REPUBLIKA.CO.ID, JAKARTA -- Istana mengkaji pengajuan grasi yang diajukan mantan ketua KPK Antasari Azhar. Menteri Hukum dan HAM Yasonna Laoly mengisyaratkan Presiden Joko Widodo (Jokowi) telah setuju memberikan pengampunan untuk Antasari. Namun, ada peraturan dalam Undang-Undang yang mengganjal pemberian grasi tersebut.
"Mahkamah Agung (MA) memberikan pertimbangan bahwa jangka waktu pengajuan grasi Pak Antasari sudah lewat sesuai ketentuan pasal 7 ayat 2," katanya di Istana Negara, Senin (17/3).
Secara khusus, Jokowi telah memanggil sejumlah pejabat ke Istana untuk membahas masalah grasi tersebut, antara lain Menteri Hukum dan HAM Yasonna, Menteri Koordinator bidang Politik, Hukum dan Keamanan Tedjo Edhy Purdijatno, Kapolri Jenderal Pol Badrodin Haiti serta Jaksa Agung HM Prasetyo.
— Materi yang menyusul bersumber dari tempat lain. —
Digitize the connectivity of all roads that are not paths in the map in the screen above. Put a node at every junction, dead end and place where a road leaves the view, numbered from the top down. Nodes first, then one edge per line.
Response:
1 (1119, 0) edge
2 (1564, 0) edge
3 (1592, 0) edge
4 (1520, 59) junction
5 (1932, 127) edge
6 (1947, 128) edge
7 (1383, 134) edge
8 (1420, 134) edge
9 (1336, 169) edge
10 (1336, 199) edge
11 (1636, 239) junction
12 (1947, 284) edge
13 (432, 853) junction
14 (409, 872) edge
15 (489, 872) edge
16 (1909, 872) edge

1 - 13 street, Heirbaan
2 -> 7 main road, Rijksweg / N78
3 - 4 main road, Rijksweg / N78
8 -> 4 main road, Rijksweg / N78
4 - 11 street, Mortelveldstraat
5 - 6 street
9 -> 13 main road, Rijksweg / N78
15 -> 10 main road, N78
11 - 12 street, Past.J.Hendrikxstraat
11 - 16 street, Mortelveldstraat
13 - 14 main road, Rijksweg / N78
Menurut Yasonna, Presiden sudah lama mempertimbangkan grasi yang diajukan Yasonna. Salah satu poin yang menjadi pertimbangan adalah karena Antasari tidak mengakui kesalahannya.
"Tapi ini bukan persoalan mengaku atau tidak mengaku. Beliau melihat bahwa hukuman sangat tinggi dan Pak Antasari sakit-sakitan di rumah sakit," katanya.
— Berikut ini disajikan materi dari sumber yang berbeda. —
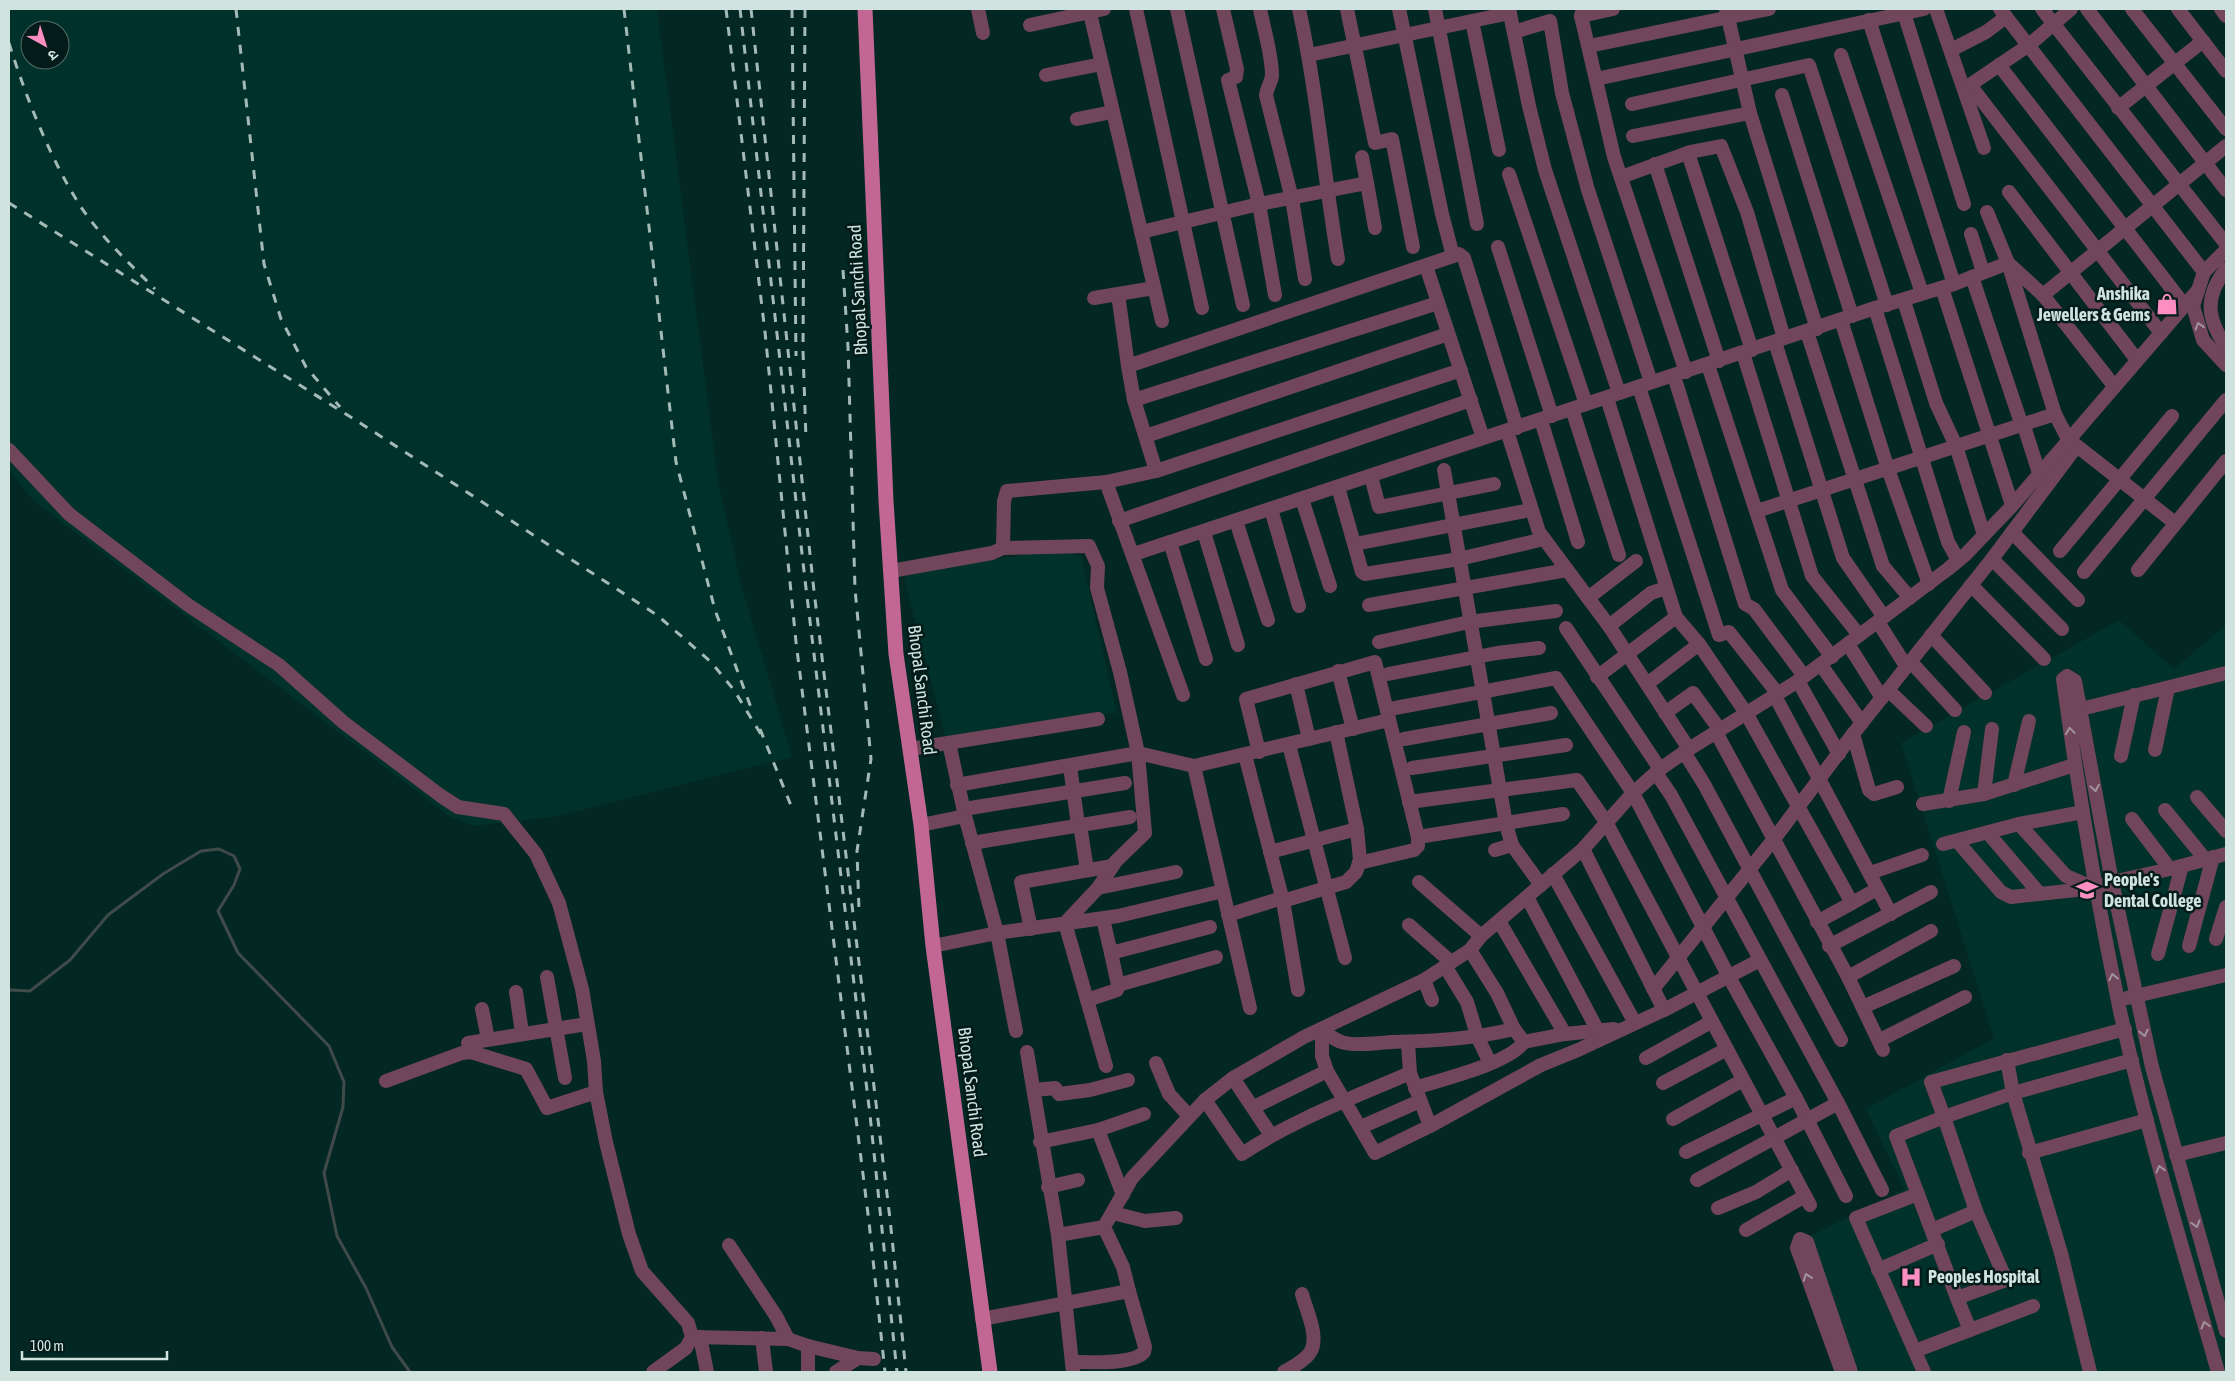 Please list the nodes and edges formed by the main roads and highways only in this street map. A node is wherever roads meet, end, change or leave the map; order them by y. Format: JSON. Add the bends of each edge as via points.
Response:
{"nodes":[{"id":1,"x":866,"y":9,"type":"edge"},
{"id":2,"x":990,"y":1372,"type":"edge"}],
"edges":[{"from":1,"to":2,"type":"main road","name":"Bhopal Sanchi Road","via":[[896,654],[921,825]]}]}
Dalam Pasal 7 ayat 2 Undang-undang nomor 5 tahun 2010 tentang Grasi, disebutkan permohonan grasi diajukan paling lama satu tahun sejak memperoleh kekuatan hukum tetap. Sementara Antasari telah memasuki tahun ketiga sejak permohonan grasi harusnya diajukan.
Yang menjadi persoalan, kata Yasonna, di satu sisi Presiden mempertimbangkan masalah kemanusiaan karena melihat kondisi Antasari yang tengah menderita sakit saat ini. Namun, di sisi lain pemberian grasi dapat menabrak Undang-Undang.
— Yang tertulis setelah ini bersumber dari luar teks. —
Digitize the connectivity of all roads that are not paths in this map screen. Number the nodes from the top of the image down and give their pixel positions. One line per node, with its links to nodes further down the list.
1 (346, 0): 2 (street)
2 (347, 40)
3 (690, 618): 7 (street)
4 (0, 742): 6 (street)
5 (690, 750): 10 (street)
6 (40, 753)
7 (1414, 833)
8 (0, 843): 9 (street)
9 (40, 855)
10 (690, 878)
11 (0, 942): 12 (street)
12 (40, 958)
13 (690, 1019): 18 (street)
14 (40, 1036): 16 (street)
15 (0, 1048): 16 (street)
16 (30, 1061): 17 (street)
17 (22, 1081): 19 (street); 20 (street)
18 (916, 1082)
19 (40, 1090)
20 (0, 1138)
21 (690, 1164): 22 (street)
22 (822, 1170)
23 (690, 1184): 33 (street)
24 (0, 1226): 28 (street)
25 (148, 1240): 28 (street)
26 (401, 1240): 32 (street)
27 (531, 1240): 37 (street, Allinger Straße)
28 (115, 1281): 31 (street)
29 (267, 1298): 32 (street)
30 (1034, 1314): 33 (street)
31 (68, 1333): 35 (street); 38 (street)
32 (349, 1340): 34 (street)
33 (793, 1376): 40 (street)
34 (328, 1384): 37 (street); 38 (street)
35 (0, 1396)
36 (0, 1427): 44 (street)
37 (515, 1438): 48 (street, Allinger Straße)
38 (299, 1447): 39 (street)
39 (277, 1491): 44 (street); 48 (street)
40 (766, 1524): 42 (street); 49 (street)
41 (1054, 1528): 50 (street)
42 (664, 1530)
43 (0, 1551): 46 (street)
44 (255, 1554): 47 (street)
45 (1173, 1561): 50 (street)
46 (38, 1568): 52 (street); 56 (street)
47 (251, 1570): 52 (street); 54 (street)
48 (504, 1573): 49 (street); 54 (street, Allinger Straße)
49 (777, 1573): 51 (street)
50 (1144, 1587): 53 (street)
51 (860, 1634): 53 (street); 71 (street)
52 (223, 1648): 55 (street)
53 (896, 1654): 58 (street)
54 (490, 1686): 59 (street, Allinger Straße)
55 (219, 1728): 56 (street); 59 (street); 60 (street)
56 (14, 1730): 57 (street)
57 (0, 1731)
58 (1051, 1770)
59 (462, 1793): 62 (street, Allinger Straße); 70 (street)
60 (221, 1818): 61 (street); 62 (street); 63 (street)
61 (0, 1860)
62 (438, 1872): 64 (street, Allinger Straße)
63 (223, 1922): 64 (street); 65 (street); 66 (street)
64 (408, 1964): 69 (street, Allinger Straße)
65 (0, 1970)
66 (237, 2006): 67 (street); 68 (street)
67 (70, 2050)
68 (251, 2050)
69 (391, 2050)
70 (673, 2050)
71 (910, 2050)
"Saya jujur memberikan pertimbangan kemanusiaan meskipun saya memberi catatan bahwa ini tidak sesuai dengan Undang-Undang. Tetapi Presiden punya hak konstitusional. Tentu Presiden sebagai kepala negara tidak melanggar Undang-Undang. Ini dilemanya di sana," ucap menteri dari PDIP tersebut.
Yasonna menyebut bahwa Jokowi masih mempertimbangkan pemberian grasi bagi Antasari sambil memperhatikan masukan-masukan dari pejabat terkait. Keputusan terakhir, kata dia, tetap berada di tangan Presiden.